System Design Applications
- The IC counters can be cascaded together to get larger MOD numbers.
- Any special state of a counter can be decoded to light an LED, sound a buzzer, operate a relay or any other external function.
- Several 7490s can be cascaded together to form BCD counters.
Seven-Segment LED Display Decoders
- A BCD counter can count through the decimal digits 0 through 9.
- A seven-segment LED display can be used to display the decimal digits 0–9.
- Each segment of the LED display is an LED and when certain segments are lit the 10 decimal digits will be displayed (see Figure 12-4 of the textbook).
- A special decoder is necessary to convert the binary output of the counter to the proper code to activate the required LED segments.
- A common-anode LED display requires an active-LOW decoder output.
- The 7447 IC is an active-LOW output BCD-to-seven-segment decoder/driver.
- The 7447 also has a lamp test input and a ripple blanking input and output.
- DIP ICs are available with resistor networks and can make the wiring of counter displays much easier.
Synchronous Counters
- A synchronous counter eliminates the accumulated propagation delay of the ripple counter by tying all clock inputs to a common clock signal.
- In a synchronous counter each flip-flop must not be allowed to toggle until all flip-flops that precede it are high (set).
- The J-K inputs are tied to an AND gate that ANDs the Q outputs from all previous flip-flops.
- Synchronous counters can be used to form any modulus counter by using a NAND gate to reset all the flip-flops.

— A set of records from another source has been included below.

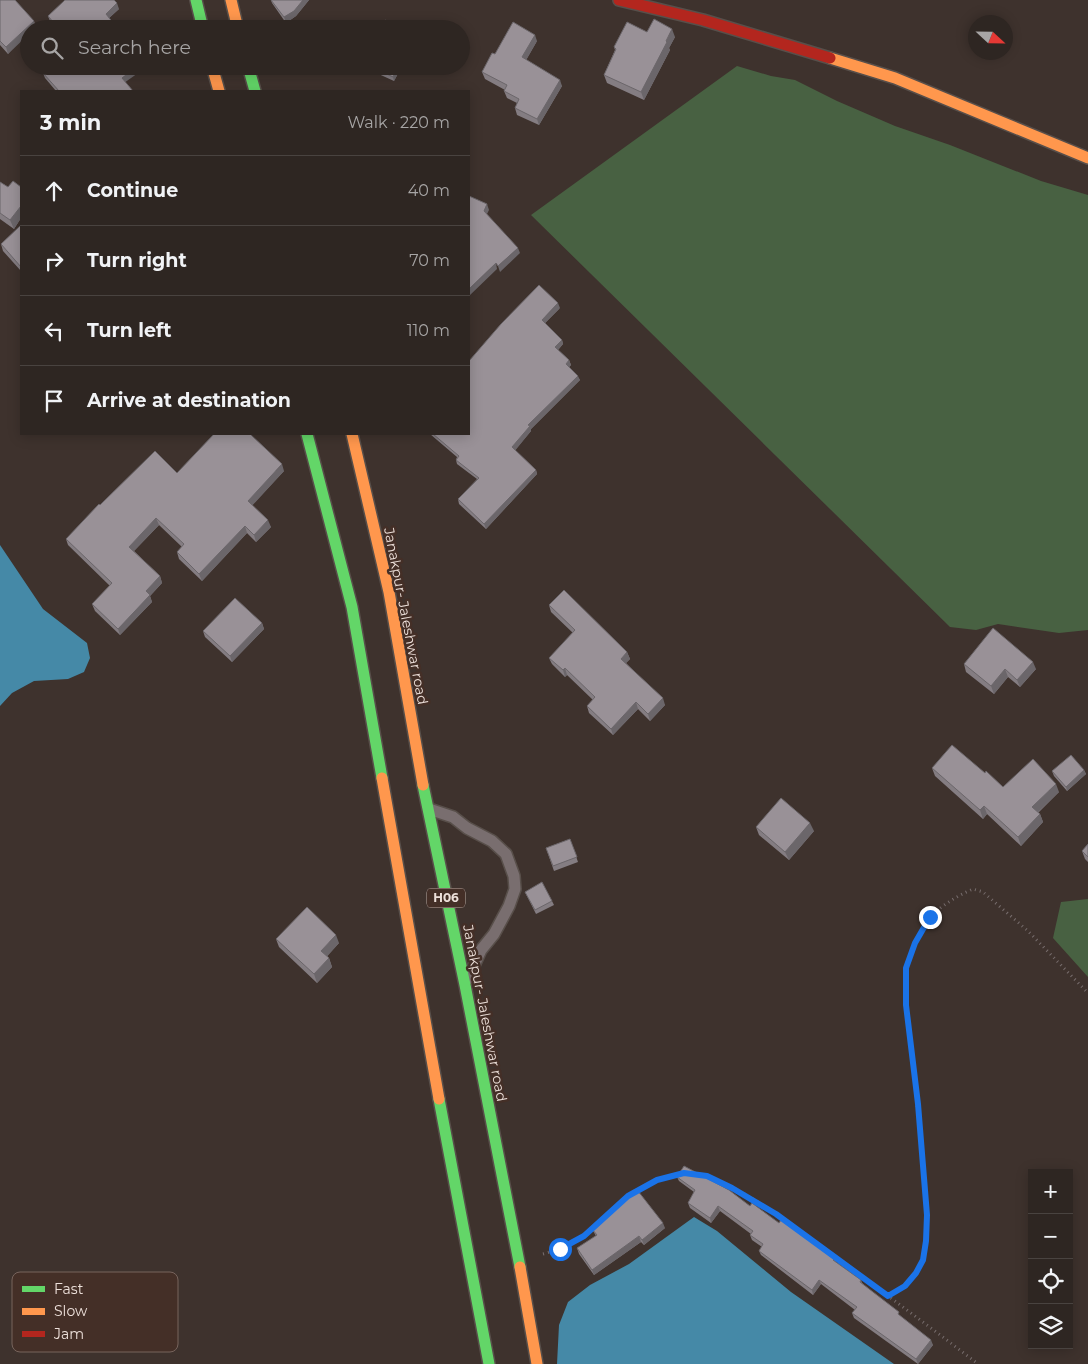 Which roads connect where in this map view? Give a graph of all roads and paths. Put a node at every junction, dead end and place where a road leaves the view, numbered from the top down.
1 (196, 0) edge
2 (231, 0) edge
3 (619, 0) edge
4 (201, 20) edge
5 (236, 20) edge
6 (215, 75) edge
7 (251, 75) edge
8 (219, 90) edge
9 (255, 90) edge
10 (1088, 158) edge
11 (307, 435) edge
12 (352, 435) edge
13 (427, 808) junction
14 (465, 985) junction
15 (1088, 993) edge
16 (684, 1173) edge
17 (692, 1174) edge
18 (628, 1196) edge
19 (620, 1203) edge
20 (518, 1257) junction
21 (888, 1296) junction
22 (489, 1364) edge
23 (537, 1364) edge
24 (978, 1364) edge

1 - 4 main road
2 - 5 main road
3 - 10 main road
6 - 8 main road
7 - 9 main road
11 - 22 main road
12 - 13 main road, Janakpur- Jaleshwar road / H06
13 - 14 main road, Janakpur- Jaleshwar road / H06
13 - 14 lane
14 - 20 main road, Janakpur- Jaleshwar road / H06
15 - 21 path
16 - 18 path
17 - 21 path
19 - 20 path
20 - 23 main road, Janakpur- Jaleshwar road / H06
21 - 24 path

The inputs to the logic gate are from the Q outputs of the flip-flops that form the binary representation of the MOD numbers.

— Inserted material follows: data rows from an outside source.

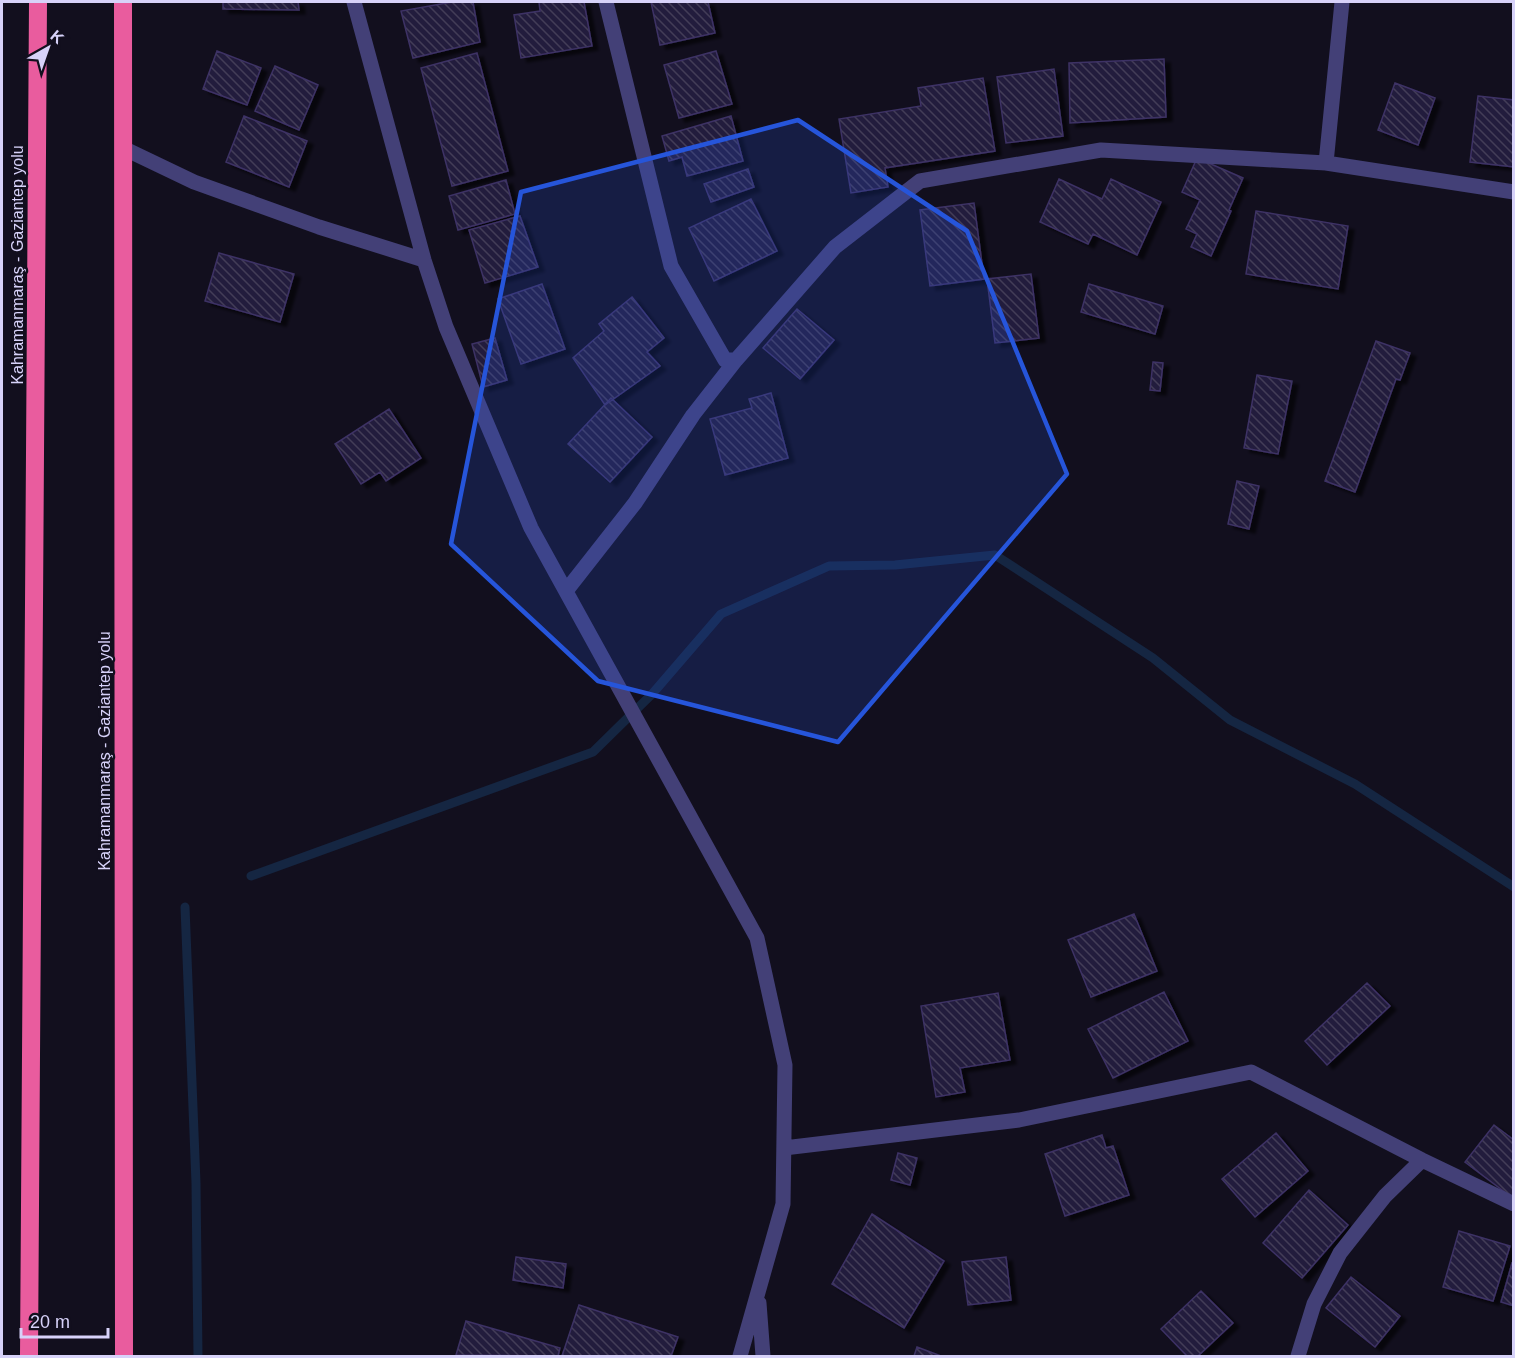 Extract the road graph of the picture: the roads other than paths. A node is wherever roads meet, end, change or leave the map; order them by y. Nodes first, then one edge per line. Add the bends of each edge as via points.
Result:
1 (38, 2) edge
2 (123, 2) edge
3 (354, 2) edge
4 (606, 2) edge
5 (1342, 2) edge
6 (123, 148) junction
7 (1326, 163) junction
8 (1514, 192) edge
9 (423, 260) junction
10 (736, 360) junction
11 (566, 591) junction
12 (784, 1148) junction
13 (1422, 1160) junction
14 (1514, 1204) edge
15 (758, 1294) junction
16 (29, 1356) edge
17 (124, 1356) edge
18 (740, 1356) edge
19 (763, 1356) edge
20 (1298, 1356) edge

1 - 16 highway, Kahramanmaraş - Gaziantep yolu
2 - 6 highway, Kahramanmaraş - Gaziantep yolu
3 - 9 street
4 - 10 street via 671,266 725,360
5 - 7 street
6 - 9 street via 194,182
6 - 17 highway, Kahramanmaraş - Gaziantep yolu
7 - 8 street
7 - 10 street via 1101,150 920,181 835,247
9 - 11 street via 446,327 531,528
10 - 11 street via 693,415 635,503
11 - 12 street via 757,938 785,1065
12 - 13 street via 1020,1120 1251,1072
12 - 15 street via 783,1204
13 - 14 street
13 - 20 street via 1385,1196 1340,1253 1314,1305
15 - 18 street
15 - 19 street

- Synchronous counters can be used as down counters by taking the output from the rather than the Q of each flip-flop.
- Synchronous counters can be used in many of the same design applications as ripple counters.

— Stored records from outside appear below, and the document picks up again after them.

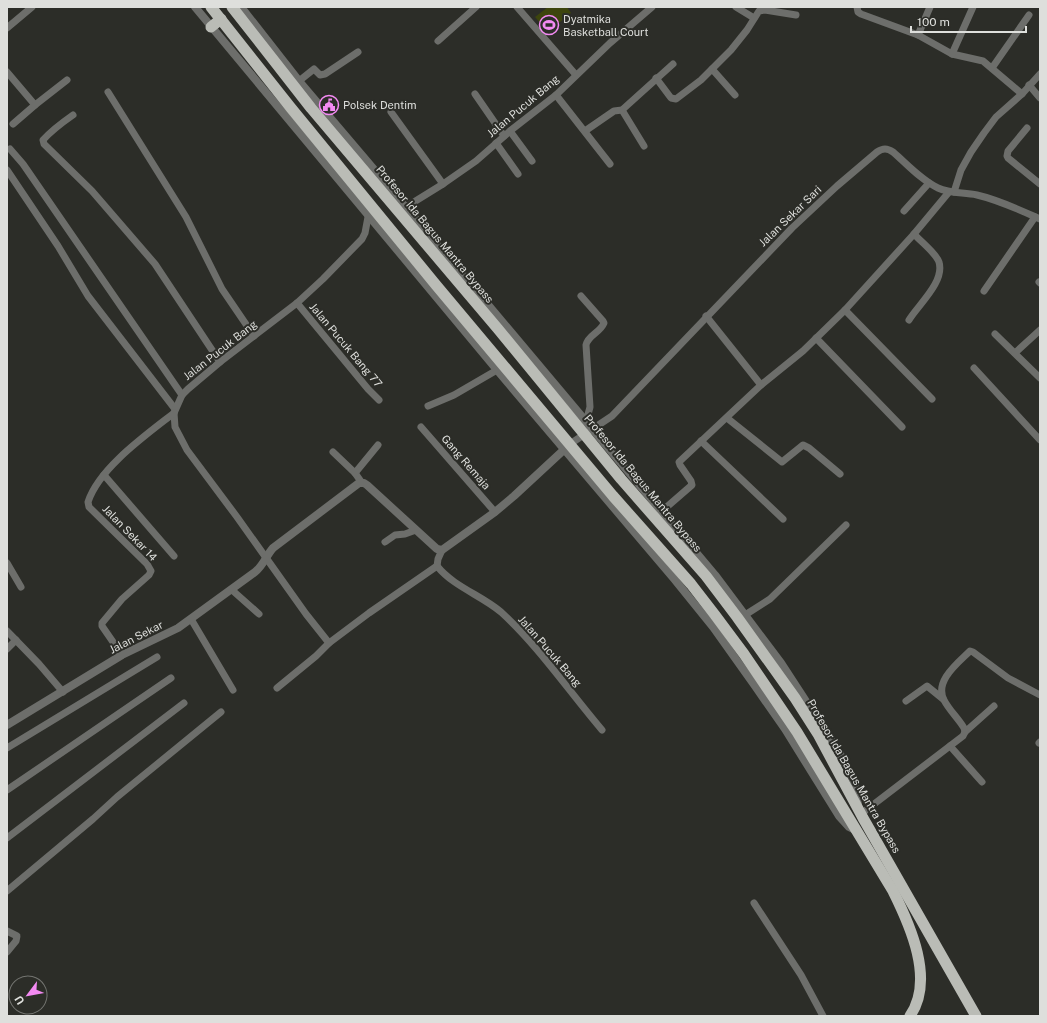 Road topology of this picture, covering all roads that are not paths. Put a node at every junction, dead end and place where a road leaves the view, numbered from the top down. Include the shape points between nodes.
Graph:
1 (32, 7) edge
2 (195, 7) edge
3 (211, 7) edge
4 (232, 7) edge
5 (241, 7) edge
6 (476, 7) edge
7 (517, 7) edge
8 (652, 7) edge
9 (736, 7) edge
10 (857, 7) edge
11 (930, 7) edge
12 (973, 7) edge
13 (796, 15) dead end
14 (1029, 15) dead end
15 (754, 18) junction
16 (221, 19) junction
17 (211, 27) junction
18 (7, 28) edge
19 (918, 35) junction
20 (438, 41) dead end
21 (358, 52) dead end
22 (952, 54) junction
23 (673, 64) dead end
24 (992, 68) junction
25 (712, 69) junction
26 (7, 72) edge
27 (1040, 74) edge
28 (576, 75) junction
29 (656, 78) junction
30 (67, 80) dead end
31 (299, 81) junction
32 (1029, 85) junction
33 (108, 92) dead end
34 (475, 94) dead end
35 (1022, 94) junction
36 (556, 95) junction
37 (735, 96) dead end
38 (1040, 98) edge
39 (34, 105) junction
40 (622, 110) junction
41 (391, 112) dead end
42 (73, 114) dead end
43 (13, 124) dead end
44 (1027, 128) dead end
45 (585, 131) junction
46 (507, 134) junction
47 (339, 141) junction
48 (496, 143) junction
49 (644, 146) dead end
50 (10, 148) dead end
51 (328, 154) junction
52 (532, 161) dead end
53 (610, 164) dead end
54 (7, 170) edge
55 (518, 174) dead end
56 (929, 183) junction
57 (443, 184) junction
58 (1040, 184) edge
59 (951, 192) junction
60 (402, 209) junction
61 (904, 211) dead end
62 (368, 216) junction
63 (1037, 218) edge
64 (914, 234) junction
65 (434, 288) junction
66 (984, 291) dead end
67 (582, 296) dead end
68 (297, 303) junction
69 (845, 310) junction
70 (706, 316) junction
71 (909, 320) dead end
72 (1040, 330) edge
73 (995, 334) dead end
74 (254, 336) junction
75 (816, 338) junction
76 (1015, 353) junction
77 (220, 362) junction
78 (974, 368) dead end
79 (497, 370) junction
80 (1040, 378) edge
81 (761, 385) junction
82 (182, 395) junction
83 (932, 399) dead end
84 (379, 400) dead end
85 (428, 406) dead end
86 (174, 411) junction
87 (727, 418) junction
88 (421, 427) dead end
89 (902, 427) dead end
90 (587, 428) junction
91 (1040, 440) edge
92 (701, 441) junction
93 (378, 445) dead end
94 (567, 447) junction
95 (333, 452) dead end
96 (355, 473) junction
97 (840, 474) dead end
98 (104, 475) junction
99 (362, 482) junction
100 (495, 512) junction
101 (661, 512) junction
102 (783, 519) dead end
103 (846, 525) dead end
104 (416, 530) junction
105 (385, 542) dead end
106 (442, 550) junction
107 (174, 556) dead end
108 (266, 558) junction
109 (7, 563) edge
110 (437, 566) junction
111 (21, 587) dead end
112 (232, 590) junction
113 (259, 614) dead end
114 (745, 615) junction
115 (191, 619) junction
116 (7, 631) edge
117 (16, 640) junction
118 (329, 643) junction
119 (7, 649) edge
120 (122, 655) junction
121 (157, 657) dead end
122 (171, 678) dead end
123 (277, 688) dead end
124 (234, 690) dead end
125 (63, 692) junction
126 (1040, 695) edge
127 (944, 699) junction
128 (906, 701) dead end
129 (184, 703) dead end
130 (994, 706) dead end
131 (221, 712) dead end
132 (7, 724) edge
133 (602, 730) dead end
134 (965, 732) junction
135 (950, 746) junction
136 (7, 748) edge
137 (982, 782) dead end
138 (7, 790) edge
139 (859, 810) junction
140 (857, 832) junction
141 (7, 838) edge
142 (7, 891) edge
143 (754, 903) dead end
144 (7, 931) edge
145 (7, 952) edge
146 (823, 1016) edge
147 (910, 1016) edge
148 (976, 1016) edge

1 - 18 street
2 - 17 street
3 - 16 highway
4 - 47 highway, Profesor Ida Bagus Mantra Bypass
5 - 31 street
6 - 20 street
7 - 28 street
8 - 28 street, Jalan Pucuk Bang
9 - 15 street
10 - 19 street via 861,14
11 - 19 street
12 - 22 street
13 - 15 street via 762,10
14 - 24 street
15 - 25 street via 731,50
16 - 17 highway
16 - 51 highway
17 - 62 street
19 - 22 street
21 - 31 street via 325,74 320,75 314,68
22 - 24 street via 983,61
23 - 29 street
24 - 35 street
25 - 29 street via 676,99 671,98
25 - 37 street
26 - 39 street
27 - 32 street
28 - 36 street, Jalan Pucuk Bang
29 - 40 street
30 - 39 street
31 - 60 street
32 - 35 street
32 - 38 street
33 - 74 street via 186,218 222,289
34 - 46 street
35 - 59 street via 996,117 970,152
36 - 45 street
36 - 46 street, Jalan Pucuk Bang
39 - 43 street
40 - 45 street via 614,111
40 - 49 street
41 - 57 street
42 - 77 street via 43,140 44,144 92,191 155,264
44 - 58 street via 1008,151 1007,156
45 - 53 street
46 - 48 street, Jalan Pucuk Bang
46 - 52 street
47 - 51 highway
47 - 60 highway, Profesor Ida Bagus Mantra Bypass
48 - 55 street
48 - 57 street, Jalan Pucuk Bang
50 - 82 street
51 - 65 highway
54 - 86 street via 88,296
56 - 59 street, Jalan Sekar Sari
56 - 61 street
56 - 70 street, Jalan Sekar Sari via 893,152 882,149 792,228
57 - 60 street, Jalan Pucuk Bang
59 - 63 street, Jalan Sekar Sari via 990,198
59 - 64 street
60 - 90 highway, Profesor Ida Bagus Mantra Bypass via 498,329
62 - 65 street
62 - 68 street, Jalan Pucuk Bang via 362,239
63 - 66 street
64 - 69 street
64 - 71 street via 939,261 939,270 935,284
65 - 79 street
65 - 94 highway
67 - 90 street via 604,324 589,338 586,345 590,407
68 - 74 street, Jalan Pucuk Bang
68 - 84 street, Jalan Pucuk Bang 77
69 - 75 street
69 - 83 street
70 - 81 street
70 - 90 street, Jalan Sekar Sari via 612,416
72 - 76 street
73 - 76 street
74 - 77 street, Jalan Pucuk Bang
75 - 81 street
75 - 89 street
76 - 80 street
77 - 82 street, Jalan Pucuk Bang
78 - 91 street
79 - 85 street via 454,395
79 - 94 street
81 - 87 street
82 - 86 street, Jalan Pucuk Bang
86 - 98 street, Jalan Sekar 14 via 138,441
86 - 108 street via 175,427 187,450
87 - 92 street
87 - 97 street via 782,462 803,445
88 - 100 street, Gang Remaja
90 - 94 street, Jalan Sekar Sari
90 - 101 street
90 - 139 highway, Profesor Ida Bagus Mantra Bypass via 621,479 706,576 795,698 818,734
92 - 101 street via 679,464 692,485
92 - 102 street
93 - 96 street
94 - 100 street
94 - 140 highway via 691,584 719,620 797,732
95 - 96 street
96 - 99 street
98 - 107 street
98 - 120 street, Jalan Sekar 14 via 88,504 151,571 102,623
99 - 104 street
99 - 108 street, Jalan Sekar via 282,540
100 - 106 street
101 - 114 street via 715,575
103 - 114 street via 770,599
104 - 105 street via 396,535
104 - 106 street via 437,549
106 - 110 street
108 - 112 street, Jalan Sekar via 259,569
108 - 118 street
109 - 111 street
110 - 118 street
110 - 133 street, Jalan Pucuk Bang via 449,578 499,611 522,633
112 - 113 street
112 - 115 street, Jalan Sekar
114 - 139 street via 790,675 839,752 854,781
115 - 120 street, Jalan Sekar via 172,632
115 - 124 street
116 - 117 street
117 - 119 street
117 - 125 street
118 - 123 street
120 - 125 street, Jalan Sekar
121 - 136 street
122 - 138 street
125 - 132 street, Jalan Sekar
126 - 127 street via 1008,678 972,651 946,676 942,690
127 - 128 street via 927,686
127 - 134 street
129 - 141 street
130 - 134 street
131 - 142 street
134 - 135 street
135 - 137 street
135 - 139 street
139 - 140 highway
139 - 148 highway, Profesor Ida Bagus Mantra Bypass
140 - 147 highway via 893,891 917,950 920,983 917,1003
143 - 146 street via 801,975
144 - 145 street via 17,936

Synchronous Up/Down-Counter ICs
- The 74192 is a BCD decade up/down synchronous counter.
- The 74193 is a 4-bit binary up/down synchronous counter.
- These chips also have parallel data input leads that can be used to preset the counter.
- Two clock inputs are available; one for an UP count and the other for a DOWN count.
- A terminal count UP and a terminal count DOWN output signal can be used to cascade several ICs together.
- Two additional synchronous IC counters are the 74190 and the 74191.
- The 74190 is a BCD counter and the 74191 is a 4-bit binary counter.
- These chips have a terminal count output and an enable input. With these two connections, cascaded ICs held-off until the proper count. This means that the entire counter can be synchronous.
Applications of Synchronous Counter ICs
- The UP/DOWN counter can be used as a self-reversing counter.
- The parallel load feature can be used to preset the counter for some initial count.
Additional Notes
Any or all states of a counter can be decoded using AND gates. One is required for each state of the counter to be decoded. AND gate decoders will produce active-HIGH outputs and NAND gate decoders will produce active-LOW outputs. If a ripple counter is decoded, the glitches can appear in the decoder outputs. These glitches are unwanted counter states and are caused by the propagation delay of the flip-flops. Not all the flip-flops will change state at the same time causing the decoder to detect states that are not in the correct sequence.
There are several ways to correct these decoder glitches. One way is to strobe the decoder; that is, to enable the decoder only during the middle of the clock pulse used to toggle the counter. This will avoid the propagation delay time and prevent the glitches. Another approach is the use of a synchronous counter. In the synchronous counter all flip-flops change state at the same time. When all flip-flops are toggled from the same clock there is no overlap of the flip-flop action and as a result no glitches in the decoder.